Your assignment => Pull out every line below that holds the word "COLUMBIA".

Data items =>
_ _ _ _ _ _ _

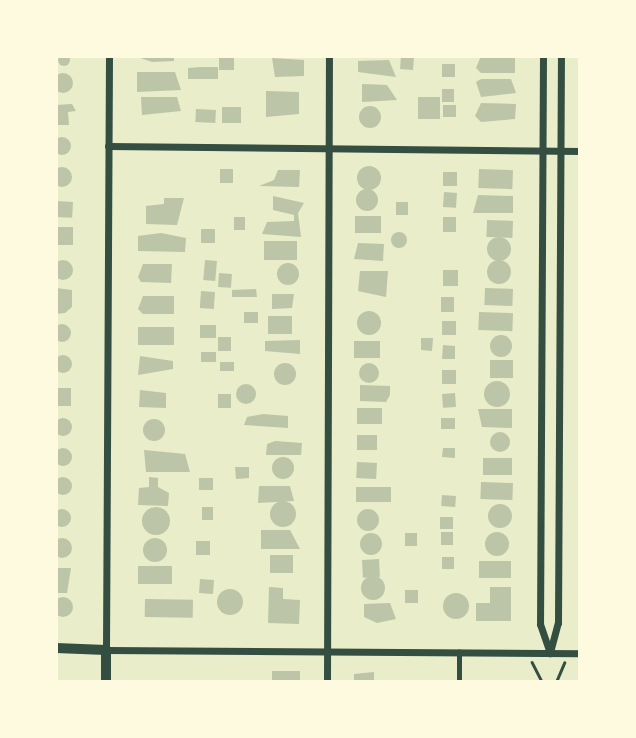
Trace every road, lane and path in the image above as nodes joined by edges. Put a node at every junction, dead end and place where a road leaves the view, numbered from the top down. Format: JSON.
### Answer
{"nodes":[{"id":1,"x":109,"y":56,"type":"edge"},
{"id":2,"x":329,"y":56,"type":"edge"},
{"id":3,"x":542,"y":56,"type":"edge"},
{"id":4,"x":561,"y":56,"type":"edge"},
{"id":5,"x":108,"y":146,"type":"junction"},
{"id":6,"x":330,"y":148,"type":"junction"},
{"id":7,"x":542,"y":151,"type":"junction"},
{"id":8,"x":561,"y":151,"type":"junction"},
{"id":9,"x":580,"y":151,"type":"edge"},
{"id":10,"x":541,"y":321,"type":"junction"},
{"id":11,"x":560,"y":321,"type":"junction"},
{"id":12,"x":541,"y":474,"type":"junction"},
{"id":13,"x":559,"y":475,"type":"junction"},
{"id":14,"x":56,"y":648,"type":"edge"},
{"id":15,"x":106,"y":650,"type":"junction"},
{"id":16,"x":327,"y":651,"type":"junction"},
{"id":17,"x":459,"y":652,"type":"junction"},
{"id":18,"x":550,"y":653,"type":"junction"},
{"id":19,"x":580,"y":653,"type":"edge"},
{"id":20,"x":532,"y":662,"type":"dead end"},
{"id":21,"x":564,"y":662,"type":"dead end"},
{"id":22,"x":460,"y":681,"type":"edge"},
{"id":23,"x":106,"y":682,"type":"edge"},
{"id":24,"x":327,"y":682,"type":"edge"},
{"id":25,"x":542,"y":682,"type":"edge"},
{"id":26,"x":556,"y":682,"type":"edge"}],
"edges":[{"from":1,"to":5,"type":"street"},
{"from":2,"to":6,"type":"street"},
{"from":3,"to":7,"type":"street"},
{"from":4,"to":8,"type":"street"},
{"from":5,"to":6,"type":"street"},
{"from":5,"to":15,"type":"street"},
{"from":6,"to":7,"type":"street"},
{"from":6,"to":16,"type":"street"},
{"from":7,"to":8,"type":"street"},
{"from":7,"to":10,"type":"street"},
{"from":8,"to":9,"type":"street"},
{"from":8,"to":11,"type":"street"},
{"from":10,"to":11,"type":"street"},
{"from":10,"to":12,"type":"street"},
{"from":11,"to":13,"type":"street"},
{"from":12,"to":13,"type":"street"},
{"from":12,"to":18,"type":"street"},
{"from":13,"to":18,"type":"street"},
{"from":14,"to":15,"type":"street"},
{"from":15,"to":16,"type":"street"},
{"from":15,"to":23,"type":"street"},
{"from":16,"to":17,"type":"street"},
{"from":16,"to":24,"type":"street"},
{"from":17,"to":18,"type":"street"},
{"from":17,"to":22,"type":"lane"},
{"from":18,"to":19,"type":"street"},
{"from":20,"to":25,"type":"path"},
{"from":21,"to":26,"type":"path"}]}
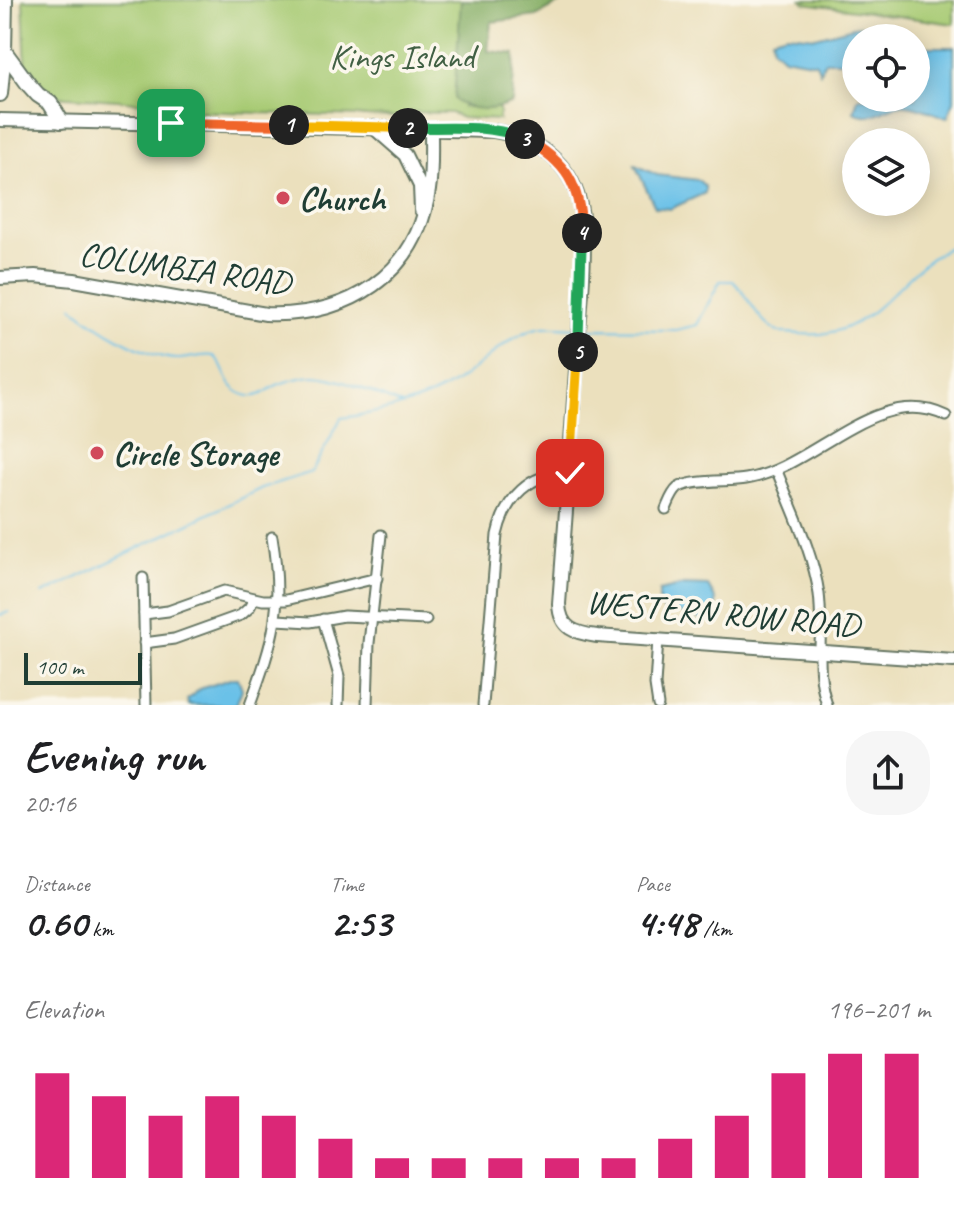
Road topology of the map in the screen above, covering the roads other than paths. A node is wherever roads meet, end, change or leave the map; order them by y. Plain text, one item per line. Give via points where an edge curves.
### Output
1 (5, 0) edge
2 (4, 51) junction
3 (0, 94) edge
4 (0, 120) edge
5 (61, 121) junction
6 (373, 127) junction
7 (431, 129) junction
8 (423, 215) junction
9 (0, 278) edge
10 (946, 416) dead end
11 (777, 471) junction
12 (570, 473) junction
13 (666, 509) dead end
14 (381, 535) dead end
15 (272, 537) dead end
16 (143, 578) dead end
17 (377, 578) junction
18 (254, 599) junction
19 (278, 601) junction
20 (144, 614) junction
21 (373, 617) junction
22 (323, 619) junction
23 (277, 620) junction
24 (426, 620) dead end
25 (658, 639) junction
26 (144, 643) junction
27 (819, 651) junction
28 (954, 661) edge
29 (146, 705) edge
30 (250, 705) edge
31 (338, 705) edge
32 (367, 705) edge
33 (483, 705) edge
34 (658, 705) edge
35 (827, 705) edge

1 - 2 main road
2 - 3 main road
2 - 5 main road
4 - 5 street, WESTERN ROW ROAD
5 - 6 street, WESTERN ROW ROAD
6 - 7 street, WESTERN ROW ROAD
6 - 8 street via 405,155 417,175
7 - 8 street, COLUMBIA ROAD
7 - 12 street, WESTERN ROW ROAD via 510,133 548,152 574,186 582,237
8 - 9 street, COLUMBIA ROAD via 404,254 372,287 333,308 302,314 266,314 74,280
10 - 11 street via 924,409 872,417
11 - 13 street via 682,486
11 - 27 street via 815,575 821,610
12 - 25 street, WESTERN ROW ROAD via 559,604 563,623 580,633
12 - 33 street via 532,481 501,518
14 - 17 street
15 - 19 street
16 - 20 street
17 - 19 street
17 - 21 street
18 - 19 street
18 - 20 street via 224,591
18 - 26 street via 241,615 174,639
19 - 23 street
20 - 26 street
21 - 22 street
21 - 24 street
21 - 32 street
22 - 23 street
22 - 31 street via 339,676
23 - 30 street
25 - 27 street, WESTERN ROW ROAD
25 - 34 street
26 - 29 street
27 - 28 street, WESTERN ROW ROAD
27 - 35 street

_ _ _ _ _ _ _

Response to this exercise =>
7 - 8 street, COLUMBIA ROAD
8 - 9 street, COLUMBIA ROAD via 404,254 372,287 333,308 302,314 266,314 74,280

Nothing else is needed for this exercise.